In our previous blog post, we focused on the general understanding of the metaverse and its interaction with IP law. The discussion gave a broad overview of copyrights, patents, licensing structures, trademarks etc. In this post, we aim to analyse and understand how trademark jurisprudence is shaping the metaverse. Several well-known brand names, such as Gucci and Wanna have already entered the race, paving the way for various other brands. Trends have shown leading brands such as McDonald’s, Puma, Crocs, Lā€™Oreal, Charlotte Tilbury, Heineken, etc., file trademarks to ensure that they garner early protection for their goods and services, especially as certain countries follow the first-to-file doctrine which can have a tremendous impact on the businesses of well-known brands.

TRENDS IN APPLICATIONS

The class of goods for which these applications are filed, according to WIPO, mainly pertains to downloadable virtual goods, namely computer programs under class 9, retail store services featuring virtual goods under class 35, entertainment services under class 41, online non-downloadable virtual goods and NFTs under class 42, and financial services, including digital tokens under class 36. Within these classes, companies have sought more specific registrations as well, for example, McDonald’s filed applications for virtual food and beverage products in class 09, and Puma filed for downloadable virtual goods, namely, computer programs featuring footwear, clothing, headwear, eyewear, bags etc. 

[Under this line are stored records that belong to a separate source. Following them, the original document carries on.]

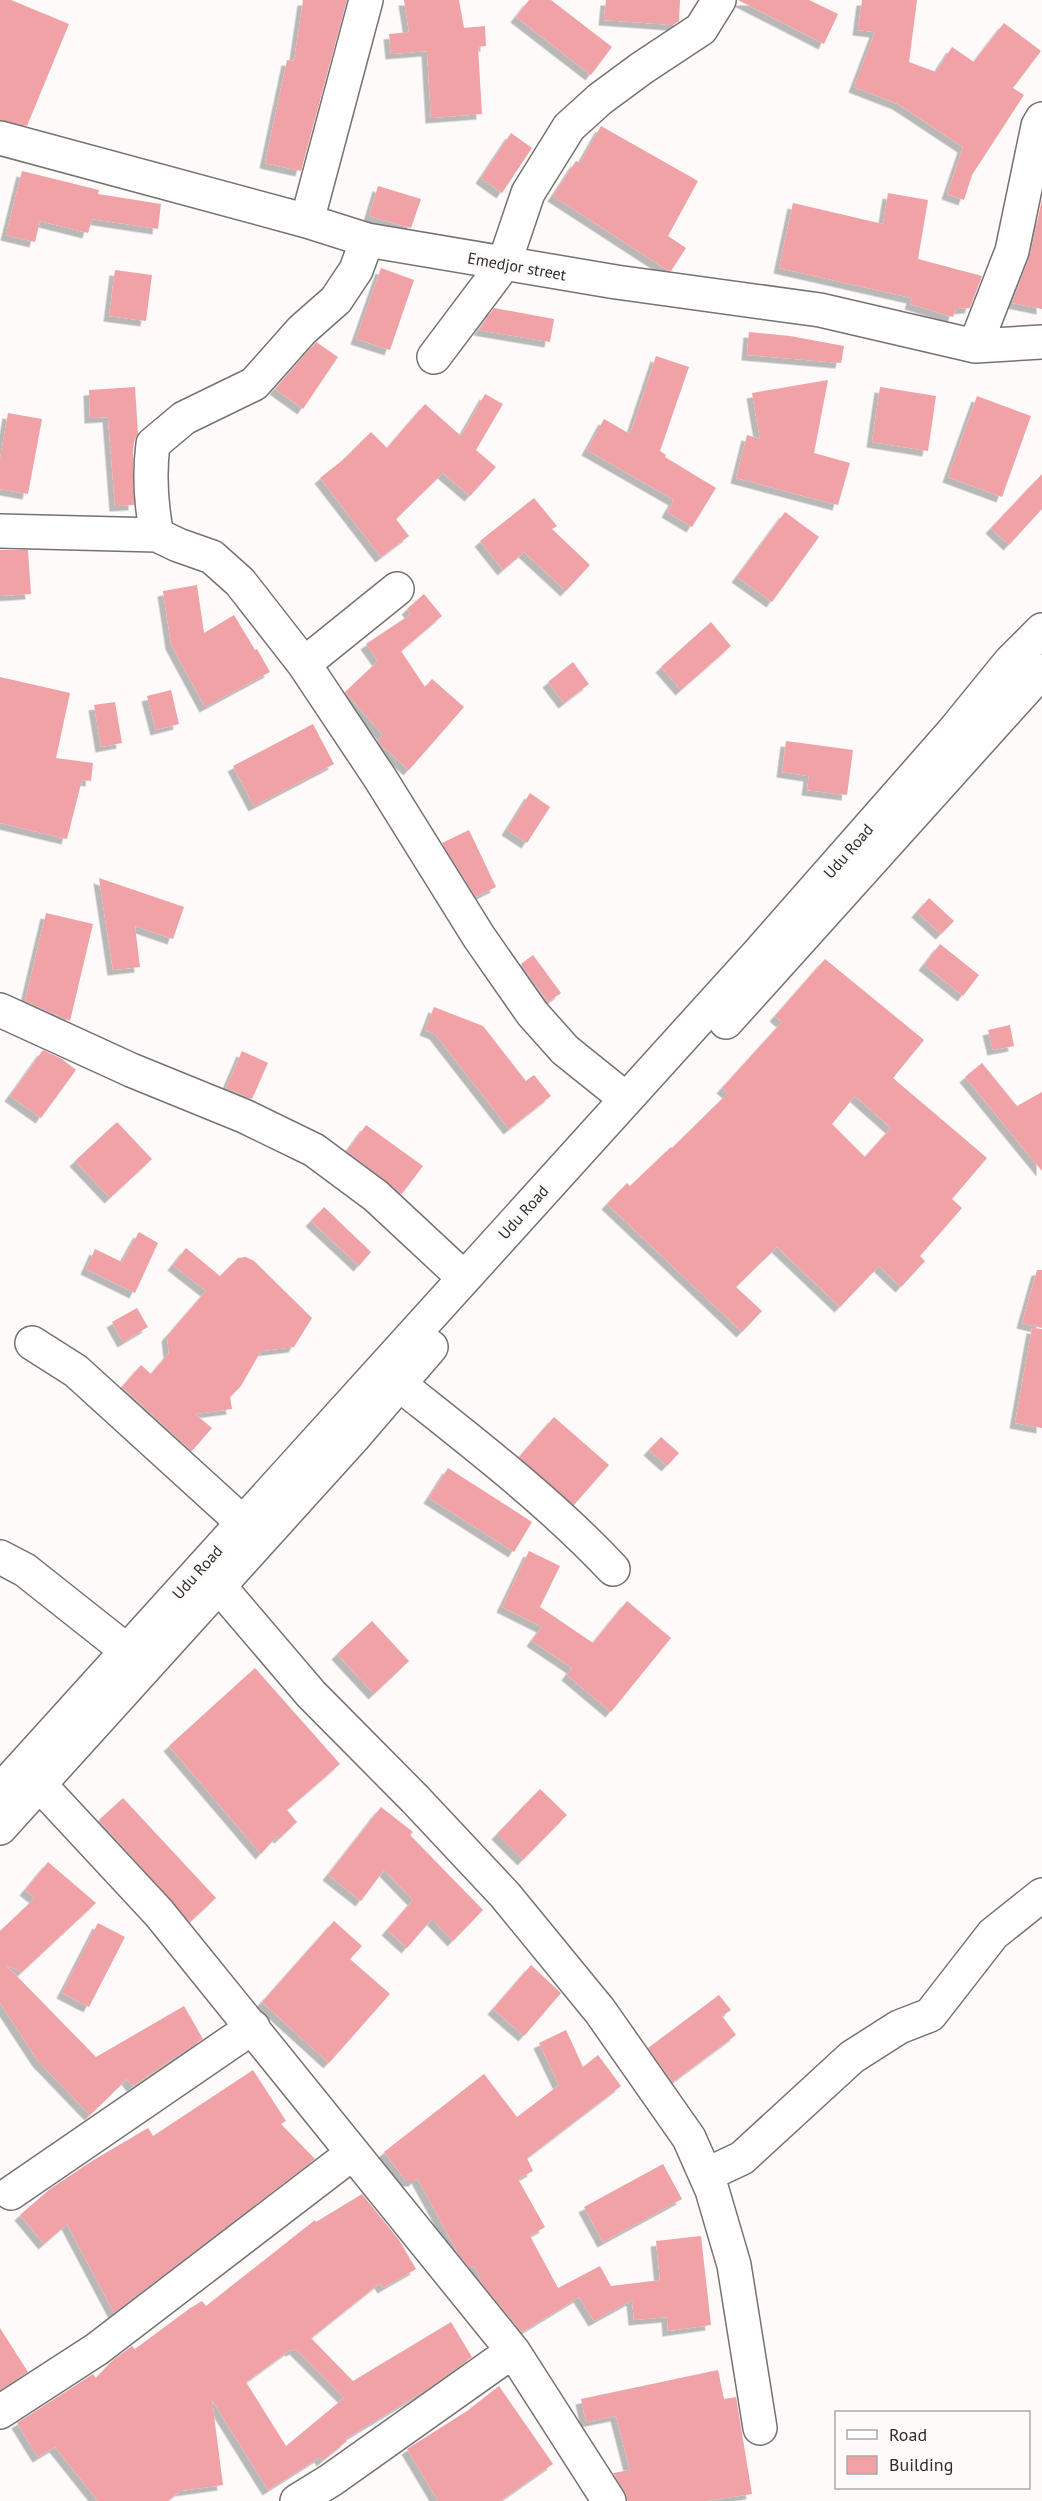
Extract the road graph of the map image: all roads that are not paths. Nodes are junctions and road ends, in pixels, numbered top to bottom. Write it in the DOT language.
graph roads {
  1 [pos="366,0"];
  2 [pos="719,0"];
  3 [pos="1042,119"];
  4 [pos="0,138"];
  5 [pos="308,221"];
  6 [pos="367,240"];
  7 [pos="504,264"];
  8 [pos="1042,342"];
  9 [pos="975,346"];
  10 [pos="434,357"];
  11 [pos="0,531"];
  12 [pos="157,535"];
  13 [pos="397,589"];
  14 [pos="1042,630"];
  15 [pos="304,664"];
  16 [pos="1042,671"];
  17 [pos="0,1010"];
  18 [pos="626,1099"];
  19 [pos="464,1278"];
  20 [pos="32,1343"];
  21 [pos="399,1384"];
  22 [pos="242,1522"];
  23 [pos="0,1557"];
  24 [pos="613,1569"];
  25 [pos="218,1585"];
  26 [pos="126,1650"];
  27 [pos="40,1785"];
  28 [pos="0,1791"];
  29 [pos="0,1828"];
  30 [pos="1042,1894"];
  31 [pos="254,2027"];
  32 [pos="353,2153"];
  33 [pos="706,2175"];
  34 [pos="11,2193"];
  35 [pos="513,2351"];
  36 [pos="0,2412"];
  37 [pos="760,2427"];
  38 [pos="297,2501"];
  39 [pos="609,2501"];
  1 -- 5 [label="street"];
  2 -- 7 [label="street"];
  3 -- 9 [label="street"];
  4 -- 5 [label="street, Emedjor street"];
  5 -- 6 [label="street, Emedjor street"];
  6 -- 7 [label="street, Emedjor street"];
  6 -- 12 [label="street"];
  7 -- 9 [label="street, Emedjor street"];
  7 -- 10 [label="street"];
  8 -- 9 [label="street, Emedjor street"];
  11 -- 12 [label="street"];
  12 -- 15 [label="street"];
  13 -- 15 [label="street"];
  14 -- 18 [label="street, Udu Road"];
  15 -- 18 [label="street"];
  16 -- 21 [label="street, Udu Road"];
  17 -- 19 [label="street"];
  18 -- 19 [label="street, Udu Road"];
  19 -- 22 [label="street, Udu Road"];
  20 -- 22 [label="street"];
  21 -- 24 [label="street"];
  21 -- 25 [label="street, Udu Road"];
  22 -- 26 [label="street, Udu Road"];
  23 -- 26 [label="street"];
  25 -- 27 [label="street, Udu Road"];
  25 -- 33 [label="street"];
  26 -- 28 [label="street, Udu Road"];
  27 -- 29 [label="street, Udu Road"];
  27 -- 31 [label="street"];
  30 -- 33 [label="street"];
  31 -- 32 [label="street"];
  31 -- 34 [label="street"];
  32 -- 35 [label="street"];
  32 -- 36 [label="street"];
  33 -- 37 [label="street"];
  35 -- 38 [label="street"];
  35 -- 39 [label="street"];
}
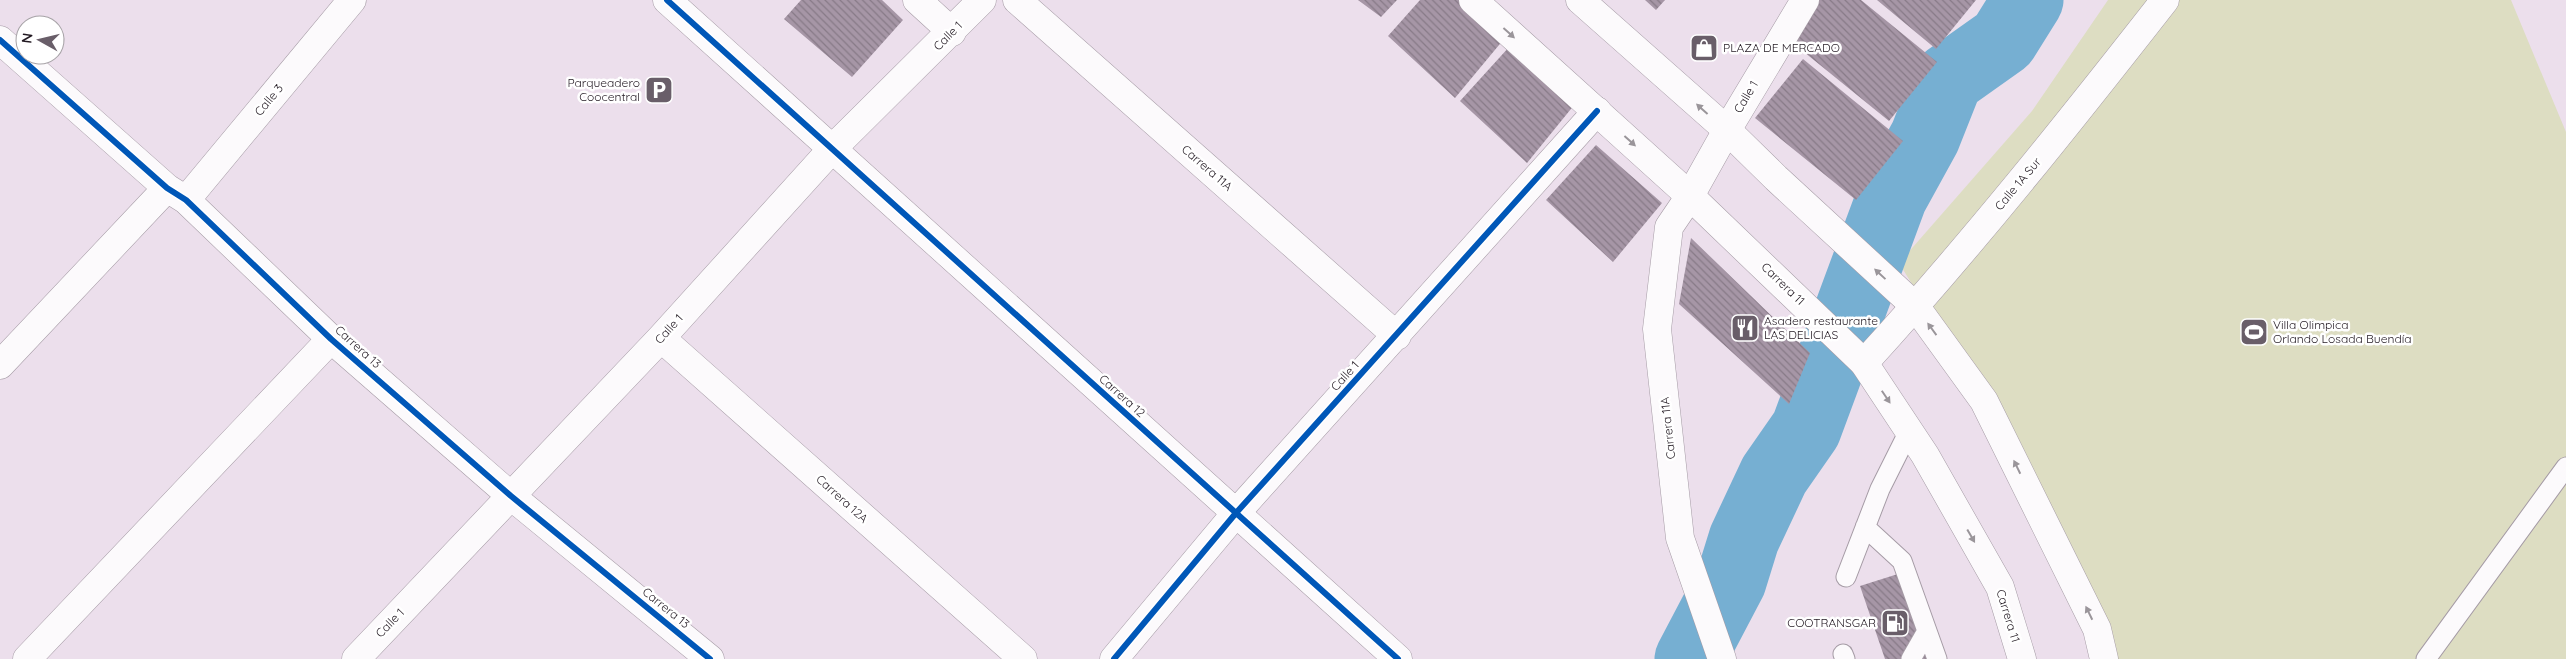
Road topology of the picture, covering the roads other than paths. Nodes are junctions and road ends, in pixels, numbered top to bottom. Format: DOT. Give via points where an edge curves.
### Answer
graph roads {
  1 [pos="352,0"];
  2 [pos="667,0"];
  3 [pos="917,0"];
  4 [pos="982,0"];
  5 [pos="1017,0"];
  6 [pos="1473,0"];
  7 [pos="1580,0"];
  8 [pos="1805,0"];
  9 [pos="2165,0"];
  10 [pos="952,32"];
  11 [pos="0,40"];
  12 [pos="1597,111"];
  13 [pos="1727,130"];
  14 [pos="832,149"];
  15 [pos="176,194"];
  16 [pos="1690,196"];
  17 [pos="1916,307"];
  18 [pos="1397,336"];
  19 [pos="661,338"];
  20 [pos="331,339"];
  21 [pos="1861,360"];
  22 [pos="0,365"];
  23 [pos="1909,431"];
  24 [pos="2566,467"];
  25 [pos="511,496"];
  26 [pos="1236,513"];
  27 [pos="1864,527"];
  28 [pos="1846,577"];
  29 [pos="1927,631"];
  30 [pos="27,659"];
  31 [pos="356,659"];
  32 [pos="710,659"];
  33 [pos="1024,659"];
  34 [pos="1114,659"];
  35 [pos="1398,659"];
  36 [pos="1722,659"];
  37 [pos="1911,659"];
  38 [pos="1937,659"];
  39 [pos="2022,659"];
  40 [pos="2104,659"];
  41 [pos="2426,659"];
  1 -- 15 [label="street, Calle 3"];
  2 -- 14 [label="street, Carrera 12"];
  3 -- 10 [label="street"];
  4 -- 10 [label="street, Calle 1"];
  5 -- 18 [label="street, Carrera 11A"];
  6 -- 12 [label="street, Carrera 11, one-way"];
  13 -- 7 [label="street, one-way"];
  8 -- 13 [label="street, Calle 1"];
  9 -- 17 [label="street, Calle 1A Sur" via="2056,139"];
  10 -- 14 [label="street, Calle 1"];
  11 -- 15 [label="street, Carrera 13"];
  12 -- 16 [label="street, Carrera 11, one-way"];
  12 -- 18 [label="street, Calle 1"];
  13 -- 16 [label="street, Calle 1"];
  17 -- 13 [label="street, one-way"];
  14 -- 19 [label="street, Calle 1"];
  14 -- 26 [label="street, Carrera 12"];
  15 -- 20 [label="street, Carrera 13"];
  15 -- 22 [label="street, Calle 3"];
  16 -- 21 [label="street, Carrera 11"];
  16 -- 36 [label="street, Carrera 11A" via="1669,227 1657,329 1680,538"];
  17 -- 21 [label="street, Calle 1A Sur"];
  40 -- 17 [label="street, one-way" via="2097,629 1984,401"];
  18 -- 26 [label="street, Calle 1"];
  19 -- 25 [label="street, Calle 1"];
  19 -- 33 [label="street, Carrera 12A"];
  20 -- 25 [label="street, Carrera 13"];
  20 -- 30 [label="street"];
  21 -- 23 [label="street, Carrera 11, one-way"];
  23 -- 27 [label="lane"];
  23 -- 39 [label="street, Carrera 11, one-way" via="2000,586"];
  24 -- 41 [label="lane"];
  25 -- 31 [label="street, Calle 1"];
  25 -- 32 [label="street, Carrera 13"];
  26 -- 34 [label="street, Calle 1"];
  26 -- 35 [label="street, Carrera 12"];
  27 -- 28 [label="lane"];
  27 -- 29 [label="lane" via="1902,561"];
  29 -- 37 [label="lane"];
  29 -- 38 [label="lane"];
}
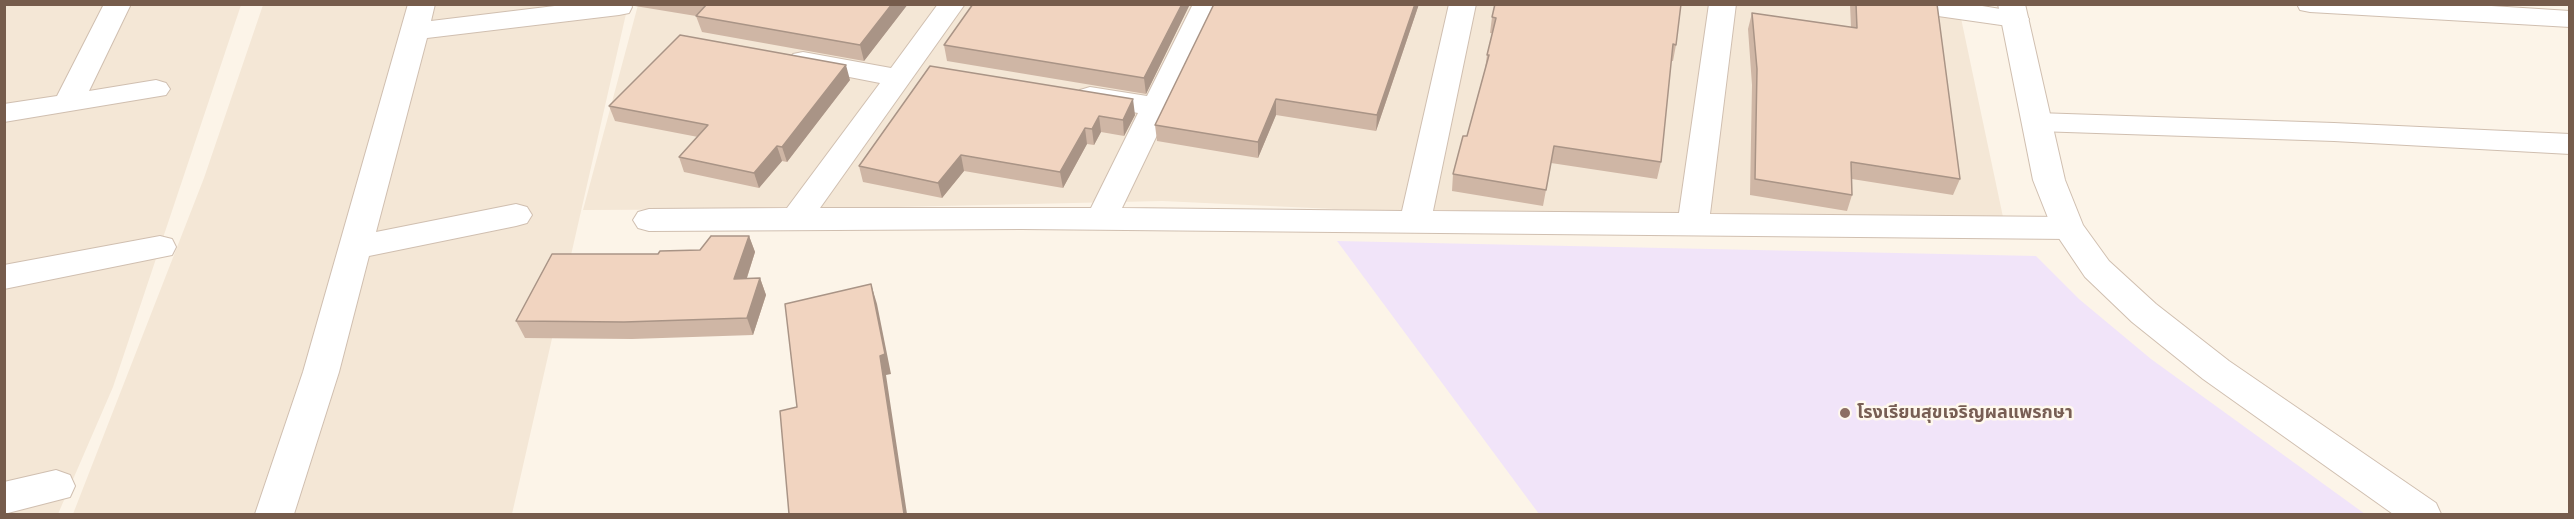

Further, preemptive filings in this new domain have also resulted in various bad-faith applications as seen in the cases of Prada and Gucci. In the United States, the date of filing is important as it establishes the first use date in cases of preemptive filings. Combating bad faith applications incurs huge costs for the true proprietors of the marks. More so, real-world products and their functionality are extremely different from their virtual use as well as appearance. The EUIPO has noted that the classification for virtual goods lacks clarity and in order to ensure that unwarranted blanket protection is not granted due to which applications may be rejected, the applicants must provide the specific goods or services to which the virtual goods are associated with. As can be seen from the examples above, companies and brands have tried to specify by using terms to include computer programs featuring footwear, clothing, virtual foods and beverage products etc. The clarity of goods and services in applications is a determining factor of the grant of protection.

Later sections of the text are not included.